Vierzig Jahre Grenzen des Wachstums - seit rund vierzig Jahren produzieren und verbrauchen wir mehr als die Erde ertragen kann: Wir befinden uns im Overshoot, im Zustand des Hinausschießens über die Grenzen eines noch naturverträglichen Wachstums. In diesen vier Jahrzehnten wurde die Tragekapazität der Erde schon erheblich verringert; die Menschheit zerstört seitdem mehr Natur als diese wieder reproduzieren könnte. Und das Tempo der gleichzeitigen Verbrauchsund Vernichtungszunahmen wächst ständig weiter an.

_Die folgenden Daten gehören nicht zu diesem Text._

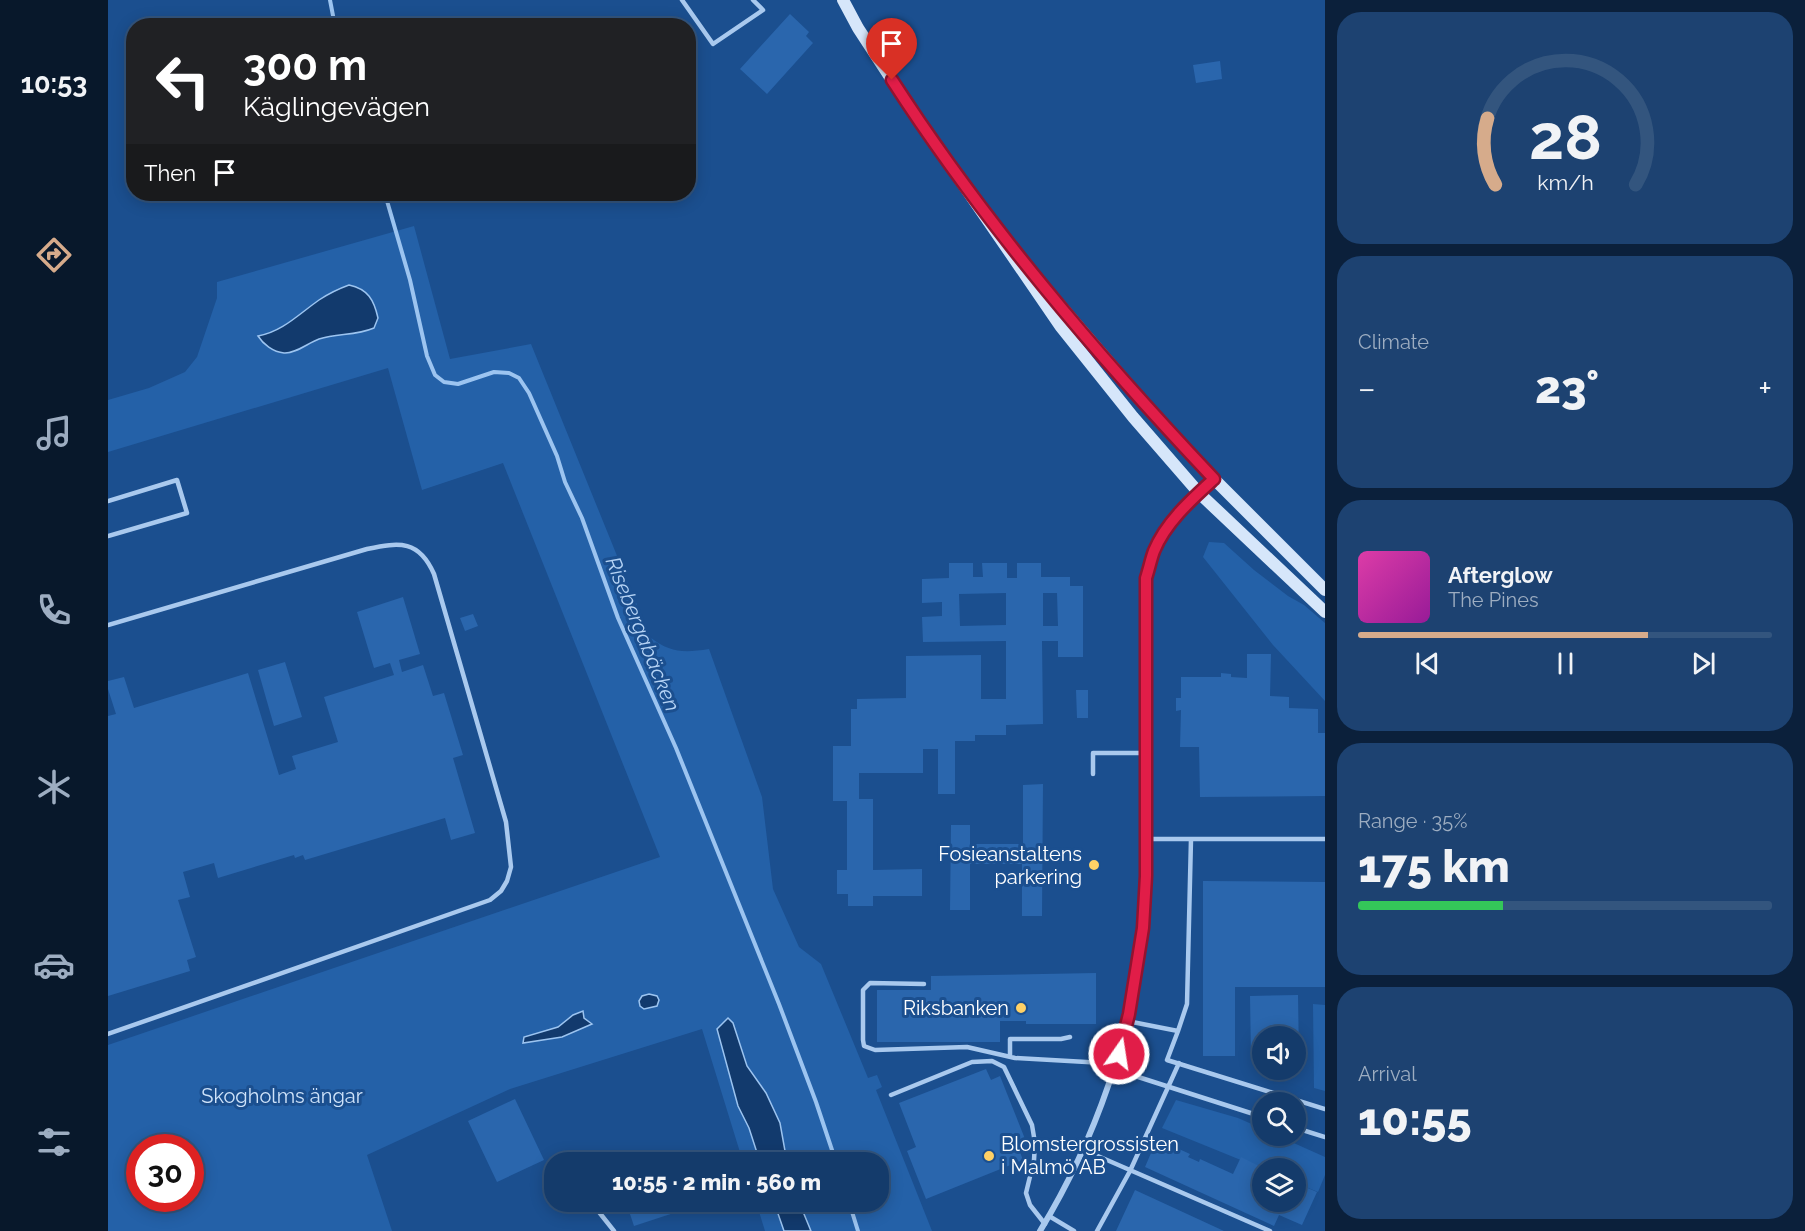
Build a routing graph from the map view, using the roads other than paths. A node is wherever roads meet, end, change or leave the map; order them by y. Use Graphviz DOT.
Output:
graph roads {
  1 [pos="682,0"];
  2 [pos="753,0"];
  3 [pos="843,0"];
  4 [pos="694,18"];
  5 [pos="696,20"];
  6 [pos="987,218"];
  7 [pos="1214,479"];
  8 [pos="1199,493"];
  9 [pos="108,501"];
  10 [pos="108,536"];
  11 [pos="1325,590"];
  12 [pos="1325,612"];
  13 [pos="108,625"];
  14 [pos="1145,753"];
  15 [pos="1093,774"];
  16 [pos="1146,839"];
  17 [pos="1191,839"];
  18 [pos="1325,839"];
  19 [pos="924,984"];
  20 [pos="1127,1021"];
  21 [pos="1178,1031"];
  22 [pos="108,1034"];
  23 [pos="1070,1037"];
  24 [pos="1010,1057"];
  25 [pos="1179,1063"];
  26 [pos="1115,1067"];
  27 [pos="1170,1087"];
  28 [pos="891,1095"];
  29 [pos="1325,1109"];
  30 [pos="1252,1113"];
  31 [pos="1306,1131"];
  32 [pos="1325,1137"];
  33 [pos="1083,1150"];
  34 [pos="1130,1171"];
  35 [pos="599,1212"];
  36 [pos="1049,1216"];
  37 [pos="1045,1224"];
  38 [pos="615,1231"];
  39 [pos="1040,1231"];
  40 [pos="1074,1231"];
  41 [pos="1097,1231"];
  42 [pos="1270,1231"];
  1 -- 4 [label="lane"];
  2 -- 5 [label="lane"];
  3 -- 6 [label="main road"];
  6 -- 7 [label="main road"];
  6 -- 8 [label="main road"];
  7 -- 8 [label="street"];
  7 -- 11 [label="main road"];
  8 -- 12 [label="main road"];
  8 -- 14 [label="street"];
  9 -- 10 [label="lane"];
  13 -- 22 [label="lane"];
  14 -- 15 [label="lane"];
  14 -- 16 [label="street"];
  16 -- 17 [label="lane"];
  16 -- 20 [label="street"];
  17 -- 18 [label="lane"];
  17 -- 21 [label="lane"];
  19 -- 24 [label="lane"];
  20 -- 21 [label="lane"];
  20 -- 26 [label="street"];
  21 -- 25 [label="lane"];
  23 -- 24 [label="lane"];
  24 -- 26 [label="lane"];
  25 -- 27 [label="lane"];
  25 -- 29 [label="lane"];
  26 -- 27 [label="lane"];
  26 -- 33 [label="street"];
  27 -- 30 [label="lane"];
  27 -- 34 [label="lane"];
  28 -- 37 [label="lane"];
  31 -- 32 [label="lane"];
  33 -- 34 [label="lane"];
  33 -- 36 [label="street"];
  34 -- 41 [label="lane"];
  34 -- 42 [label="lane"];
  35 -- 38 [label="lane"];
  36 -- 37 [label="street"];
  36 -- 40 [label="lane"];
  37 -- 39 [label="street"];
}
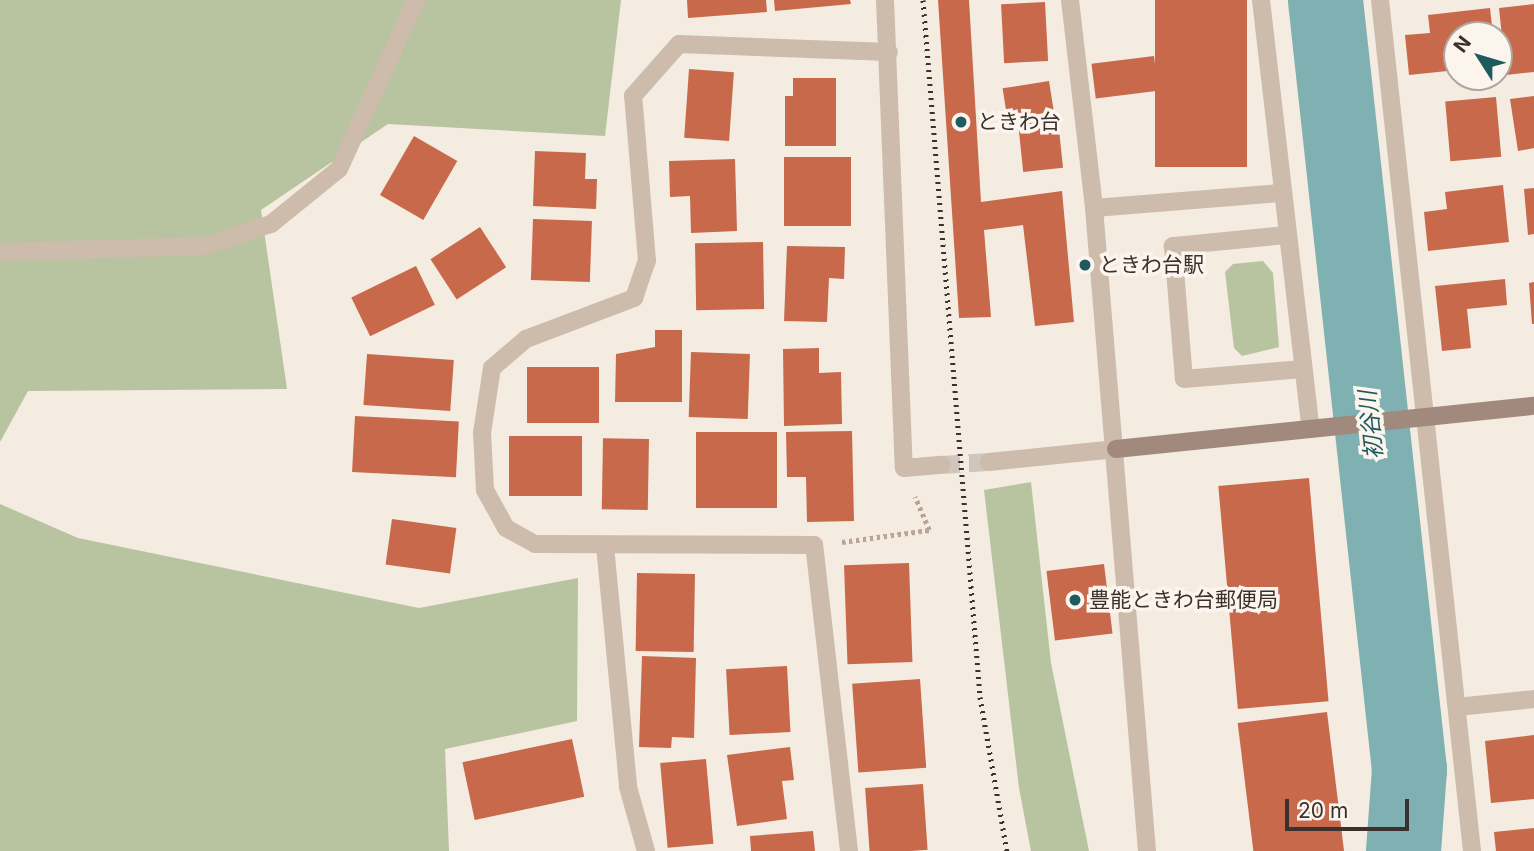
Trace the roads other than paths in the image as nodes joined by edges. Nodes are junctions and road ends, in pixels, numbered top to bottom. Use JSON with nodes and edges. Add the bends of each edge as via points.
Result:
{"nodes":[{"id":1,"x":415,"y":0,"type":"edge"},
{"id":2,"x":885,"y":0,"type":"edge"},
{"id":3,"x":1070,"y":0,"type":"edge"},
{"id":4,"x":1261,"y":0,"type":"edge"},
{"id":5,"x":1380,"y":0,"type":"edge"},
{"id":6,"x":889,"y":52,"type":"junction"},
{"id":7,"x":1280,"y":192,"type":"junction"},
{"id":8,"x":1094,"y":208,"type":"junction"},
{"id":9,"x":1286,"y":235,"type":"junction"},
{"id":10,"x":0,"y":252,"type":"edge"},
{"id":11,"x":1303,"y":369,"type":"junction"},
{"id":12,"x":1534,"y":406,"type":"edge"},
{"id":13,"x":1423,"y":418,"type":"junction"},
{"id":14,"x":1311,"y":429,"type":"junction"},
{"id":15,"x":1116,"y":449,"type":"junction"},
{"id":16,"x":989,"y":461,"type":"tunnel mouth"},
{"id":17,"x":943,"y":465,"type":"tunnel mouth"},
{"id":18,"x":605,"y":546,"type":"junction"},
{"id":19,"x":1534,"y":699,"type":"edge"},
{"id":20,"x":1457,"y":707,"type":"junction"},
{"id":21,"x":646,"y":851,"type":"edge"},
{"id":22,"x":849,"y":851,"type":"edge"},
{"id":23,"x":1147,"y":851,"type":"edge"},
{"id":24,"x":1472,"y":851,"type":"edge"}],
"edges":[{"from":1,"to":10,"type":"street","via":[[339,169],[271,224],[204,246]]},
{"from":2,"to":6,"type":"street"},
{"from":3,"to":8,"type":"street"},
{"from":4,"to":7,"type":"street"},
{"from":5,"to":13,"type":"street"},
{"from":6,"to":17,"type":"street","via":[[904,468]]},
{"from":6,"to":18,"type":"street","via":[[680,44],[633,96],[647,261],[634,298],[526,339],[492,368],[482,433],[485,490],[506,528],[535,544]]},
{"from":7,"to":8,"type":"street"},
{"from":7,"to":9,"type":"street"},
{"from":8,"to":15,"type":"street"},
{"from":9,"to":11,"type":"street"},
{"from":9,"to":11,"type":"street","via":[[1173,246],[1184,379]]},
{"from":11,"to":14,"type":"street"},
{"from":12,"to":13,"type":"street"},
{"from":13,"to":14,"type":"street"},
{"from":13,"to":20,"type":"street"},
{"from":14,"to":15,"type":"street"},
{"from":15,"to":16,"type":"street"},
{"from":15,"to":23,"type":"street"},
{"from":18,"to":21,"type":"street","via":[[628,787]]},
{"from":18,"to":22,"type":"street","via":[[814,545]]},
{"from":19,"to":20,"type":"street"},
{"from":20,"to":24,"type":"street"}]}
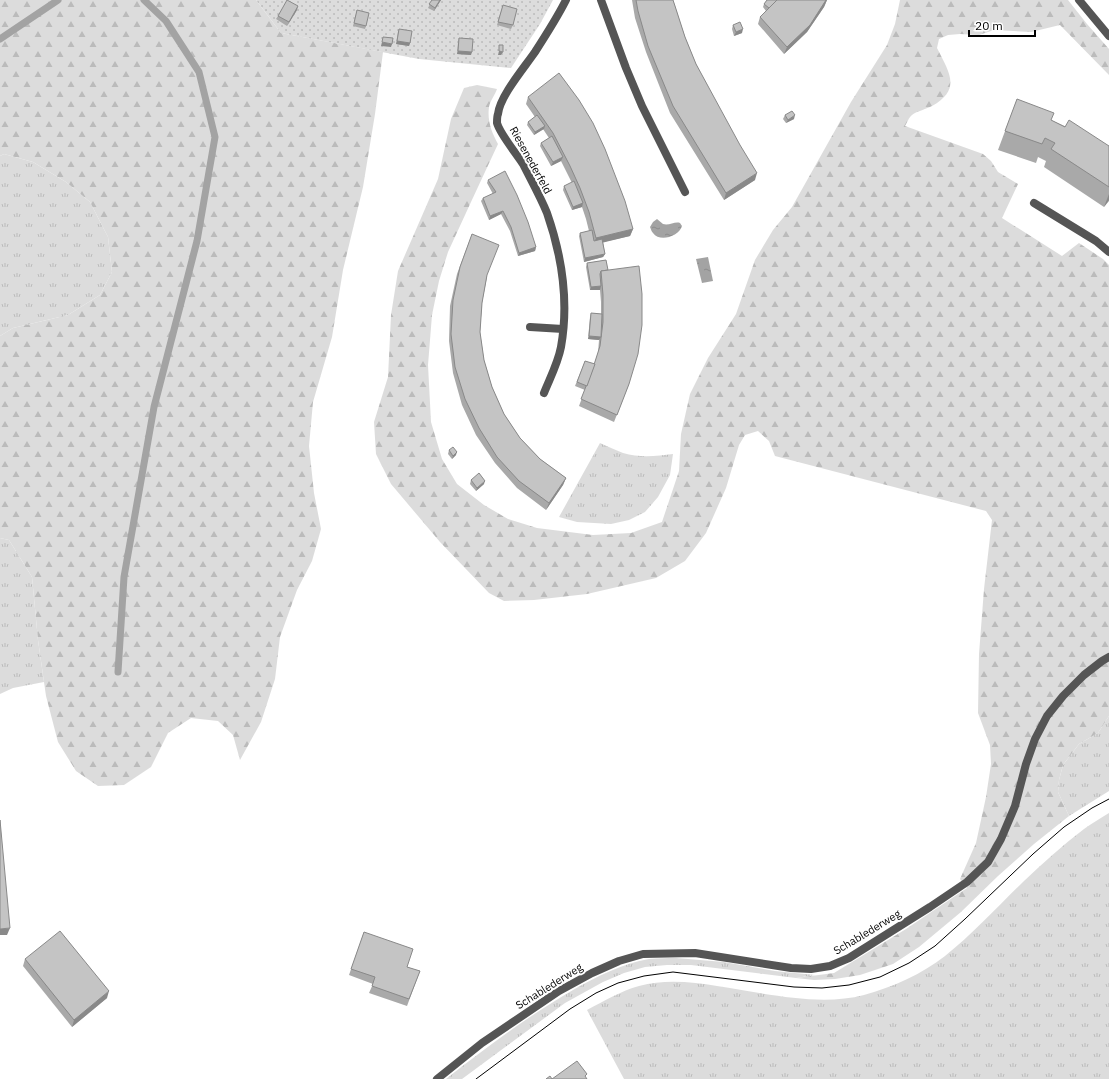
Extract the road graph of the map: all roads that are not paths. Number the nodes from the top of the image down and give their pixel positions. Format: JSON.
{"nodes":[{"id":1,"x":566,"y":0,"type":"edge"},
{"id":2,"x":601,"y":0,"type":"edge"},
{"id":3,"x":1080,"y":0,"type":"edge"},
{"id":4,"x":1109,"y":36,"type":"edge"},
{"id":5,"x":686,"y":192,"type":"dead end"},
{"id":6,"x":1034,"y":203,"type":"dead end"},
{"id":7,"x":1109,"y":252,"type":"edge"},
{"id":8,"x":530,"y":327,"type":"dead end"},
{"id":9,"x":563,"y":329,"type":"junction"},
{"id":10,"x":544,"y":393,"type":"dead end"},
{"id":11,"x":1109,"y":657,"type":"edge"},
{"id":12,"x":437,"y":1079,"type":"edge"}],
"edges":[{"from":1,"to":9,"type":"street","name":"Riesenederfeld"},
{"from":2,"to":5,"type":"street"},
{"from":3,"to":4,"type":"street"},
{"from":6,"to":7,"type":"street"},
{"from":8,"to":9,"type":"street"},
{"from":9,"to":10,"type":"street","name":"Riesenederfeld"},
{"from":11,"to":12,"type":"street","name":"Schablederweg"}]}
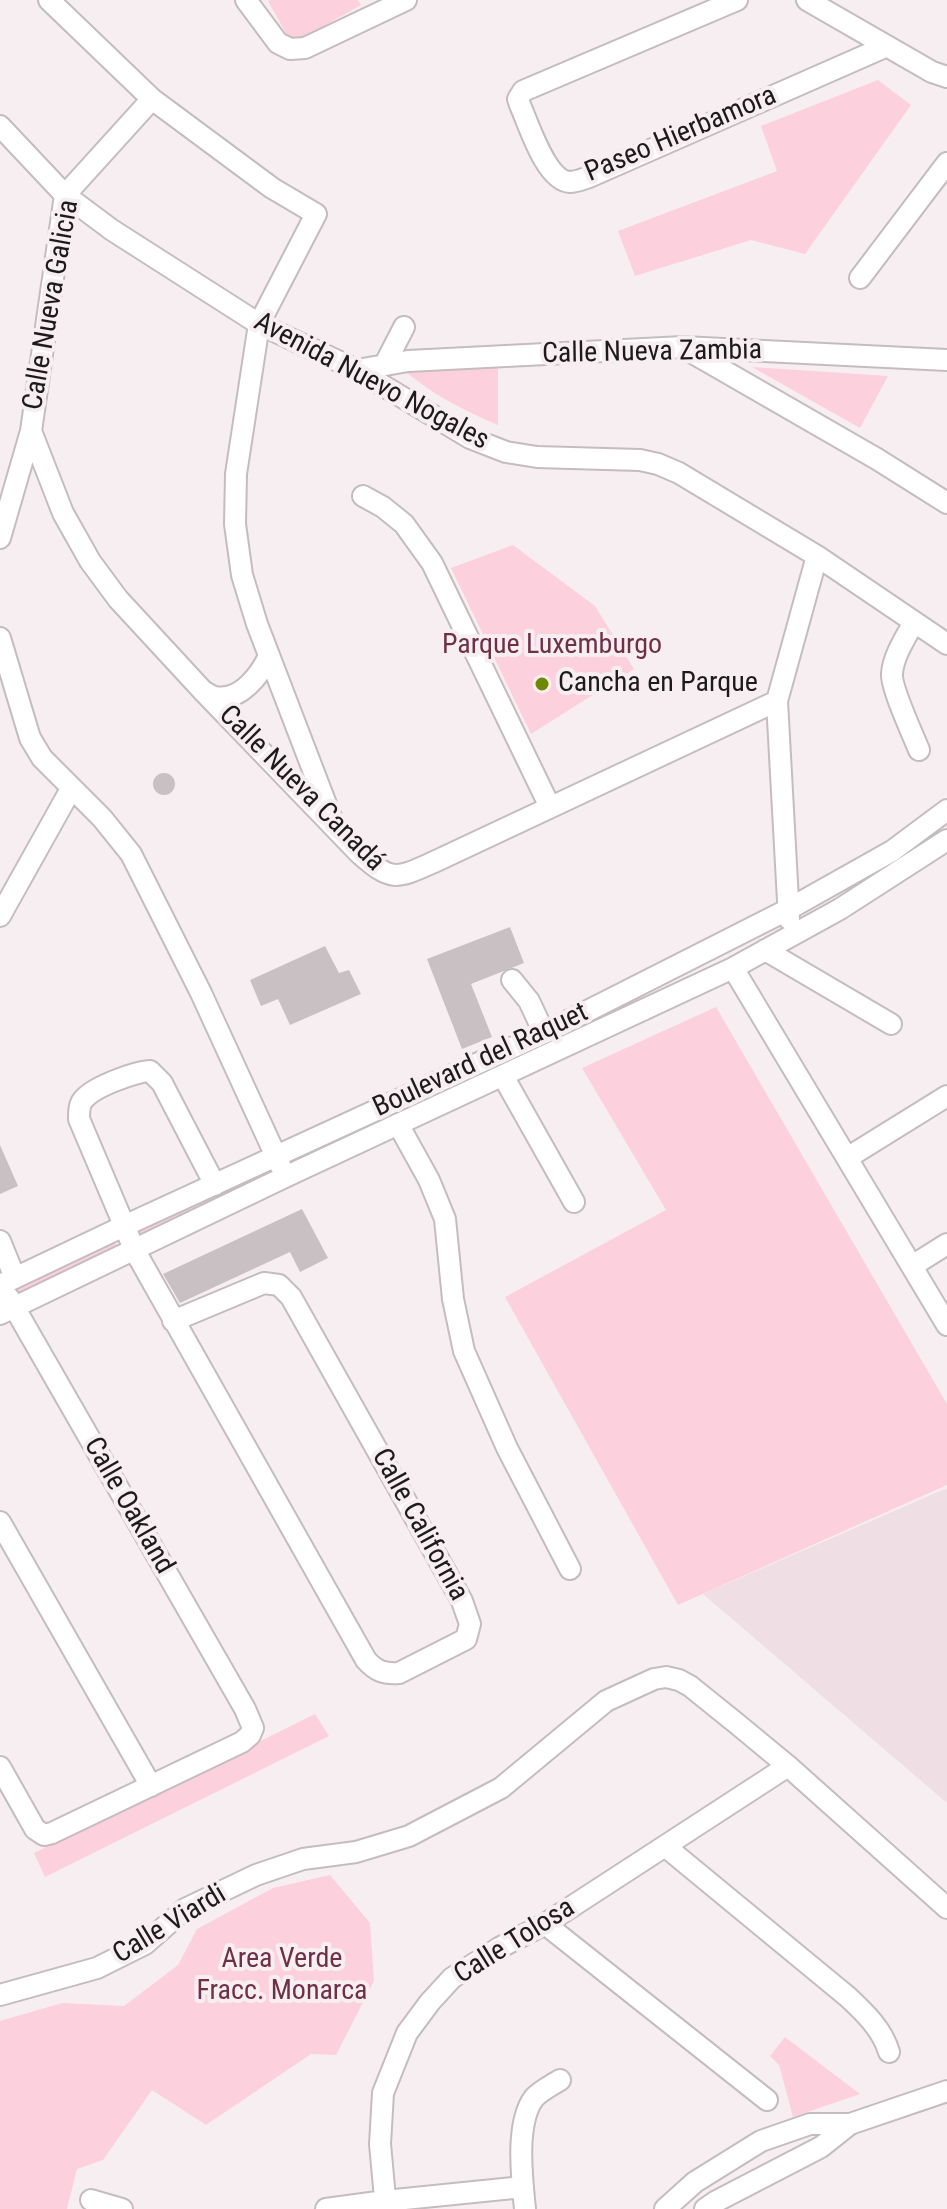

Können wir Aussagen darüber machen, wie dieses gesellschaftliche Naturverhältnis in den nächsten vierzig Jahren die Welt weiter verändern wird, oder ob dieses Verhältnis selbst sich verändert?
Die Veranstaltungsreihe beschäftigt sich mit den Beziehungen, die eine urbane Weltgesellschaft zur Natur herausbildet. Dabei wird der Fokus auf unsere Nahwelt gelegt, auf das Land, die Region, die Stadt, in der wir leben. So wird die systemische Gesamtperspektive mit einer akteursnahen Handlungsperspektive verknüpft. In ergänzenden Workshops werden einige für Niedersachsen und für niedersächsische Städte und Regionen vorliegende Szenarien vor dem Hintergrund einer globalen Prognose für die nächsten vierzig Jahre überprüft, mit dem Ziel, gangbare Handlungs- und Veränderungsschritte daraus abzuleiten.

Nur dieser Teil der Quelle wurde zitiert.